The question of identity as it pertains to African-American women in the 1960s and 1970s (as well as now) is an important theme in the short story. The quilts represent generations of Johnson women, a series of mother-daughter relationships that have constructed identities through various conditions. The quilts are art as well, art crafted by women from one generation to the next, signifying that art is grounded in a community of women through relationships, and by passing on this art, they also pass on a shared identity of their unique African (and American) culture. Dee's name change shows her wanting to go back behind this immediate history and identity to an imagined one which is imagined rather than real, one that ignores all that quilting represents in this family. In trying to get to her "roots" as an African-American woman, to claim an identity that is "African," she not only denigrates the relationships of women that construct who she is but also "buys into" a false identity (according to the author) manufactured as a fad rather than based on lived lives.
Alice Walker's "Everday Use" is designed around the theme of appreciating the past & one's family. This can be a difficult task, at times, because our past & family is so familiar to us (like everyday objects) that we often take it/them for granted.

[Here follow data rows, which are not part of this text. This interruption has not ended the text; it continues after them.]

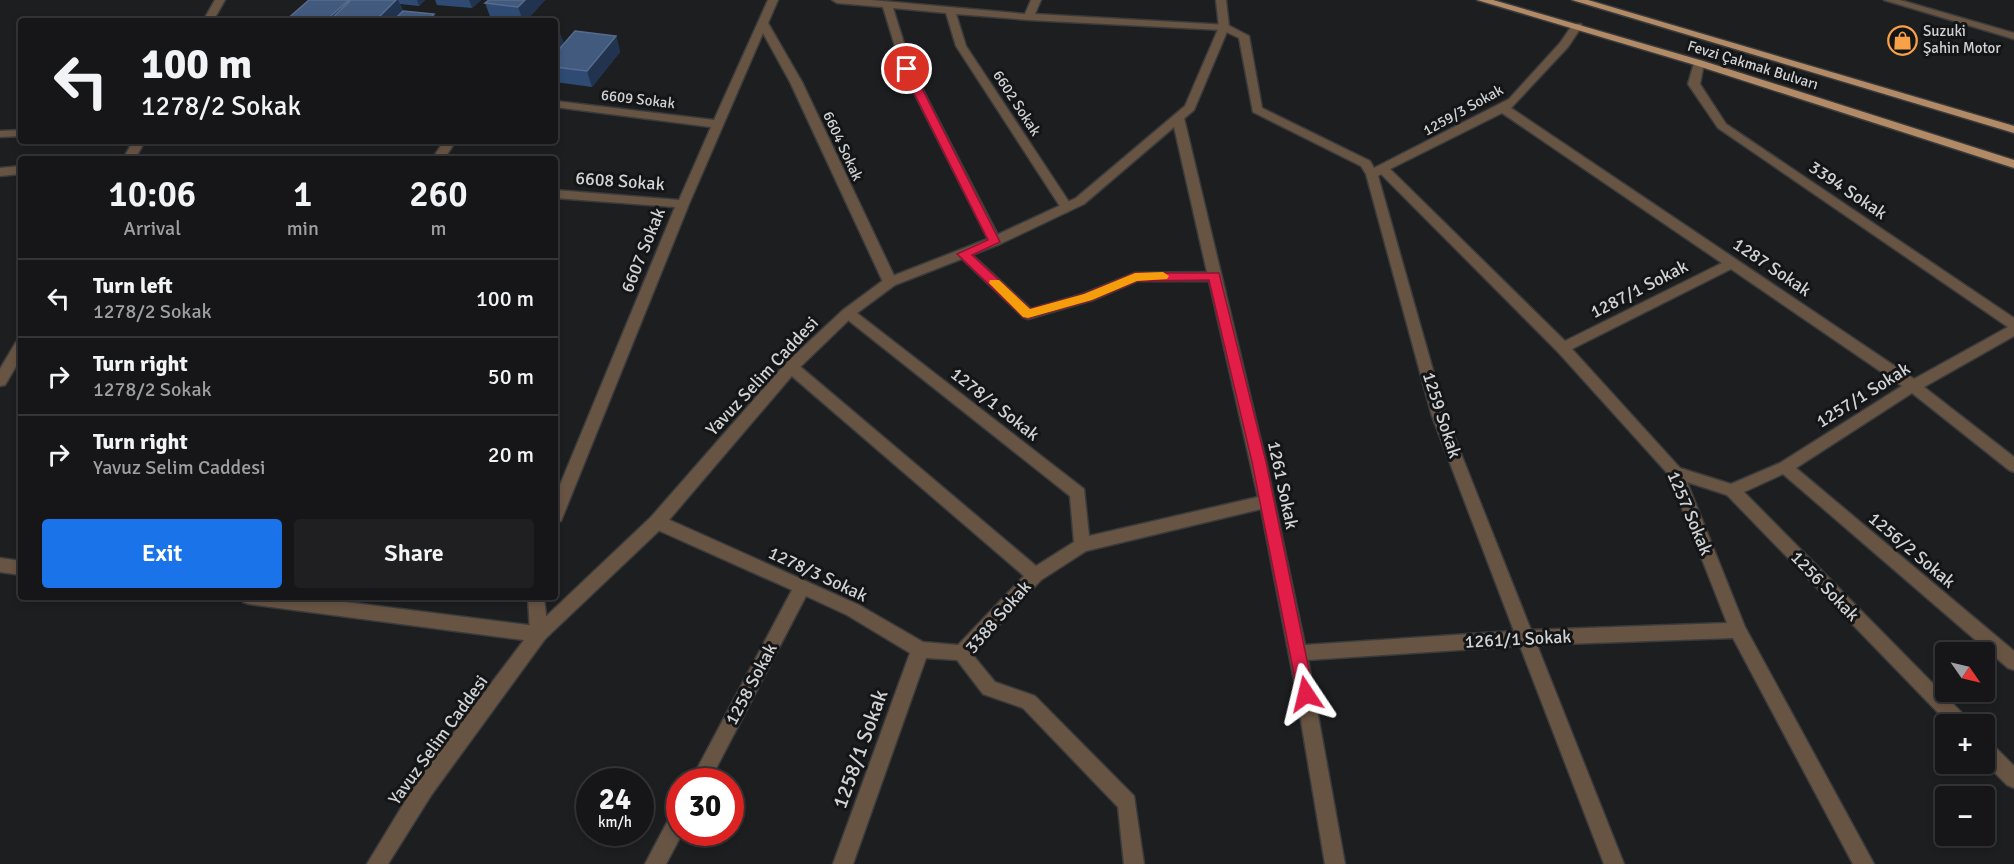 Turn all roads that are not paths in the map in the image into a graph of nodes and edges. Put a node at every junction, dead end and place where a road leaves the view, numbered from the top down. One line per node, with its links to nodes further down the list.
1 (220, 0): 12 (street)
2 (773, 0): 13 (street, 6607 Sokak)
3 (837, 0): 9 (street)
4 (1036, 0): 11 (street)
5 (1221, 0): 15 (street, Yavuz Selim Caddesi)
6 (1482, 0): 14 (main road, Fevzi Çakmak Bulvarı)
7 (1577, 0): 22 (main road, Fevzi Çakmak Bulvarı)
8 (1889, 0): 16 (street)
9 (887, 4): 10 (street); 32 (street)
10 (950, 10): 11 (street); 31 (street, 6602 Sokak)
11 (1029, 17): 15 (street)
12 (210, 18)
13 (764, 25): 21 (street, 6607 Sokak); 36 (street, 6604 Sokak)
14 (1577, 26): 17 (main road, Fevzi Çakmak Bulvarı); 19 (street, 1259/3 Sokak)
15 (1224, 27): 20 (street, Yavuz Selim Caddesi); 27 (street)
16 (2014, 36)
17 (1699, 63): 25 (main road, Fevzi Çakmak Bulvarı); 38 (street, 3394 Sokak)
18 (558, 104): 21 (street, 6609 Sokak)
19 (1503, 108): 27 (street, 1259/3 Sokak); 34 (street, 1287 Sokak)
20 (1178, 118): 31 (street, Yavuz Selim Caddesi); 35 (street, 1261 Sokak)
21 (718, 124): 30 (street, 6607 Sokak)
22 (2014, 130)
23 (18, 133): 24 (street)
24 (0, 135)
25 (2014, 164)
26 (18, 170): 28 (street)
27 (1378, 171): 40 (street, 1257 Sokak); 61 (street, 1259 Sokak)
28 (0, 172)
29 (558, 194): 30 (street, 6608 Sokak)
30 (683, 204): 50 (street, 6607 Sokak)
31 (1067, 208): 32 (street, Yavuz Selim Caddesi)
32 (994, 242): 33 (street, Yavuz Selim Caddesi)
33 (963, 254): 35 (street); 36 (street, Yavuz Selim Caddesi)
34 (1732, 263): 40 (street, 1287/1 Sokak); 44 (street, 1287 Sokak)
35 (1215, 276): 49 (street, 1261 Sokak)
36 (890, 282): 37 (street, Yavuz Selim Caddesi)
37 (848, 313): 42 (street, Yavuz Selim Caddesi); 52 (street, 1278/1 Sokak)
38 (2014, 325)
39 (2014, 330): 44 (street, 1257/1 Sokak)
40 (1563, 348): 47 (street, 1257 Sokak)
41 (18, 351): 43 (street)
42 (791, 368): 51 (street, Yavuz Selim Caddesi); 55 (street)
43 (0, 381)
44 (1913, 386): 45 (street, 1287 Sokak); 46 (street, 1257/1 Sokak)
45 (2014, 466)
46 (1785, 467): 48 (street, 1257/1 Sokak); 65 (street, 1256/2 Sokak)
47 (1675, 472): 48 (street, 1256 Sokak); 59 (street, 1257 Sokak)
48 (1732, 490): 66 (street, 1256 Sokak)
49 (1267, 501): 52 (street, 3388 Sokak); 64 (street, 1261 Sokak)
50 (558, 509)
51 (657, 522): 56 (street, 1278/3 Sokak); 60 (street, Yavuz Selim Caddesi)
52 (1082, 545): 55 (street, 3388 Sokak)
53 (0, 565): 54 (street)
54 (18, 568)
55 (1035, 575): 63 (street, 3388 Sokak)
56 (802, 587): 62 (street, 1278/3 Sokak); 68 (street, 1258 Sokak)
57 (273, 600): 60 (street)
58 (536, 600): 60 (street)
59 (1738, 630): 61 (street, 1261/1 Sokak); 77 (street, 1257 Sokak)
60 (539, 634): 71 (street, Yavuz Selim Caddesi)
61 (1525, 638): 64 (street, 1261/1 Sokak); 76 (street, 1259 Sokak)
62 (920, 650): 63 (street, 1278/3 Sokak); 73 (street, 1258/1 Sokak)
63 (962, 653): 74 (street, 3388 Sokak)
64 (1299, 653): 75 (street, 1261 Sokak)
65 (2014, 662)
66 (1951, 714)
67 (1995, 760): 69 (street)
68 (706, 768)
69 (2014, 779)
70 (666, 844): 72 (street)
71 (381, 863)
72 (655, 864)
73 (843, 864)
74 (1134, 864)
75 (1335, 864)
76 (1614, 864)
77 (1864, 864) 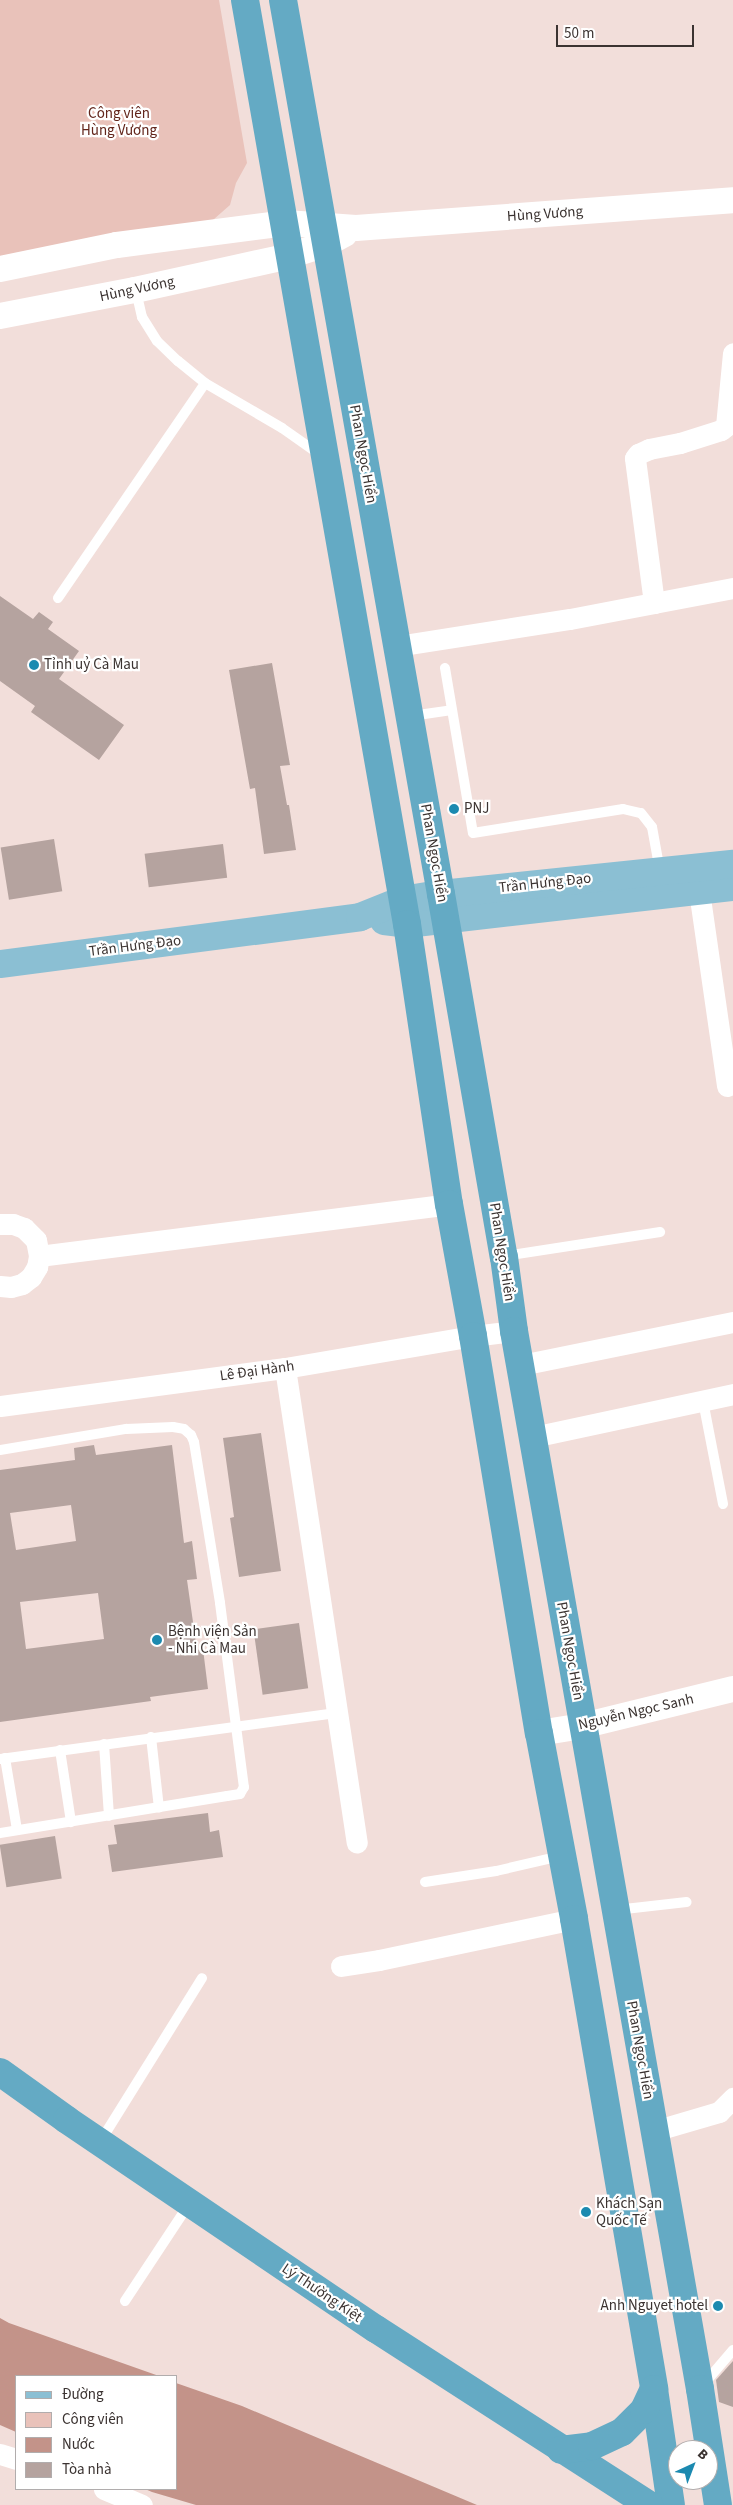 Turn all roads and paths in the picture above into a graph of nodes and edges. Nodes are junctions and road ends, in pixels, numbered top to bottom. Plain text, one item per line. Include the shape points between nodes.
1 (245, 0) edge
2 (282, 0) edge
3 (733, 200) edge
4 (286, 223) junction
5 (324, 234) junction
6 (289, 256) junction
7 (0, 269) edge
8 (136, 290) junction
9 (0, 316) edge
10 (733, 353) edge
11 (206, 383) junction
12 (728, 429) edge
13 (327, 459) junction
14 (733, 588) edge
15 (58, 598) dead end
16 (654, 603) junction
17 (397, 646) junction
18 (445, 668) dead end
19 (452, 710) junction
20 (410, 717) junction
21 (733, 864) edge
22 (661, 872) junction
23 (733, 887) edge
24 (699, 891) junction
25 (444, 907) junction
26 (404, 912) junction
27 (0, 964) edge
28 (727, 1086) dead end
29 (449, 1204) junction
30 (0, 1224) edge
31 (660, 1232) dead end
32 (39, 1256) junction
33 (504, 1256) junction
34 (0, 1286) edge
35 (733, 1322) edge
36 (514, 1331) junction
37 (473, 1336) junction
38 (521, 1365) junction
39 (285, 1368) junction
40 (733, 1394) edge
41 (703, 1401) junction
42 (0, 1406) edge
43 (533, 1437) junction
44 (0, 1450) edge
45 (723, 1504) dead end
46 (733, 1689) edge
47 (338, 1713) junction
48 (237, 1726) junction
49 (582, 1726) junction
50 (539, 1733) junction
51 (151, 1737) junction
52 (104, 1744) junction
53 (60, 1750) junction
54 (2, 1758) edge
55 (159, 1808) junction
56 (109, 1816) junction
57 (71, 1822) junction
58 (18, 1830) junction
59 (0, 1833) edge
60 (357, 1843) dead end
61 (562, 1856) junction
62 (425, 1882) dead end
63 (686, 1902) dead end
64 (615, 1910) junction
65 (574, 1919) junction
66 (341, 1966) dead end
67 (202, 1978) dead end
68 (0, 2072) edge
69 (733, 2098) edge
70 (654, 2130) junction
71 (100, 2143) junction
72 (189, 2204) junction
73 (125, 2302) dead end
74 (733, 2350) edge
75 (654, 2389) junction
76 (700, 2389) junction
77 (561, 2450) junction
78 (0, 2454) edge
79 (15, 2459) edge
80 (106, 2490) edge
81 (142, 2505) edge
82 (649, 2505) edge
83 (671, 2505) edge
84 (718, 2505) edge

1 - 4 highway
2 - 5 highway, Phan Ngọc Hiển
3 - 5 street, Hùng Vương via 356,228
4 - 5 street
4 - 6 highway
4 - 7 street via 117,245
5 - 6 street, Hùng Vương
5 - 17 highway, Phan Ngọc Hiển
6 - 8 street, Hùng Vương
6 - 13 highway
8 - 9 street, Hùng Vương
8 - 11 lane via 142,317 157,341
10 - 12 street
11 - 13 lane
11 - 15 lane
12 - 16 street via 649,449 635,458
13 - 26 highway
14 - 16 street
16 - 17 street
17 - 20 highway, Phan Ngọc Hiển
18 - 19 lane
19 - 20 lane
19 - 22 lane via 473,832 623,809 641,813 652,828
20 - 25 highway, Phan Ngọc Hiển
21 - 22 main road, Trần Hưng Đạo
22 - 25 main road, Trần Hưng Đạo
23 - 24 main road, Trần Hưng Đạo
24 - 25 main road, Trần Hưng Đạo
24 - 28 street
25 - 26 main road, Trần Hưng Đạo
25 - 33 highway, Phan Ngọc Hiển
26 - 27 main road, Trần Hưng Đạo
26 - 29 highway
29 - 32 street
29 - 37 highway
30 - 32 street via 24,1228 36,1240
31 - 33 lane
32 - 34 street via 32,1277 22,1284
33 - 36 highway, Phan Ngọc Hiển
35 - 38 street
36 - 37 street, Lê Đại Hành
36 - 38 highway, Phan Ngọc Hiển
37 - 39 street, Lê Đại Hành
37 - 50 highway
38 - 43 highway, Phan Ngọc Hiển
39 - 42 street, Lê Đại Hành
39 - 47 street
40 - 41 street
41 - 43 street
41 - 45 lane
43 - 49 highway, Phan Ngọc Hiển
44 - 48 lane via 126,1429 174,1427 184,1429 190,1435 194,1442 219,1594
46 - 49 street, Nguyễn Ngọc Sanh
47 - 48 lane
47 - 60 street
48 - 51 lane
48 - 55 lane via 244,1790 240,1794
49 - 50 street, Nguyễn Ngọc Sanh
49 - 64 highway, Phan Ngọc Hiển
50 - 61 highway
51 - 52 lane
51 - 55 lane
52 - 53 lane
52 - 56 lane
53 - 54 lane
53 - 57 lane
54 - 58 lane
55 - 56 lane
56 - 57 lane
57 - 58 lane
58 - 59 lane
61 - 62 lane
61 - 65 highway
63 - 64 lane
64 - 70 highway, Phan Ngọc Hiển
65 - 66 street
65 - 75 highway
67 - 71 lane
68 - 71 highway, Lý Thường Kiệt
69 - 70 street via 719,2112
70 - 76 highway, Phan Ngọc Hiển
71 - 72 highway, Lý Thường Kiệt
72 - 73 lane
72 - 77 highway, Lý Thường Kiệt
74 - 76 lane
75 - 77 highway via 644,2410 622,2432 592,2446
75 - 83 highway
76 - 84 highway, Phan Ngọc Hiển
77 - 82 highway, Lý Thường Kiệt
78 - 79 street
80 - 81 street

Walker skillfully proves her point through the two sisters, Dee and Maggie (through the eyes of their mother). Dee wants a contemporary identity, but one tied to her African heritage, which she believes to be more important. Scornfully, she tells her mother not to call her Dee anymore:
"What happened to 'Dee'?" I wanted to know.
"She's dead," Wangero (Dee) said. "I couldn't bear it any longer, being named after the people who oppress me."
Wangero (Dee) thinks she has been named after a white woman. Her mother assures her she was named after her grandmother, but Dee argues that the line goes back to whites.
Maggie, on the other hand, embraces her past, adoring the handmade quilts her grandmother made. Here is revealed the primary difference between the sisters: Dee wants the quilts because they are "art objects" and argues that Maggie "would be backward enough to put them to everyday use."
Everyday use, in the narrator's opinion, is the way to value the past, to keep it alive. It is not keeping it in a museum, or seperating yourself from your family.
Family heritage and materialism are intertwined themes in this story. Dee wants things from her childhood home for their monetary value and for the status of owning valuable "objects".
Maggie loves and wants them because they represent generations of family and history, not for how much they are worth in dollars.
The short story "Everyday Use" by Alice Walker addresses the relationship between two daughters as they vie for their mother's acceptance and love. The quilt in the story represents the item that both girls value. Dee, the daughter who has gone away from her poor environment and made something of herself financially, desires the quilt to display like a materialistic item.
Maggie, the shy daughter who was burned in a fire, wants to use the quilt in the home. She really does not want the quilt so much as her desire to feel as important to her mother as her sister.
The mother chooses to give her daughter Maggie the quilt. Maggie feels pride that her mother has chosen her to receive the quilt and her self-esteem is raised.
The theme that I recognize is the Daughter's competition for the mother's love and pride in them.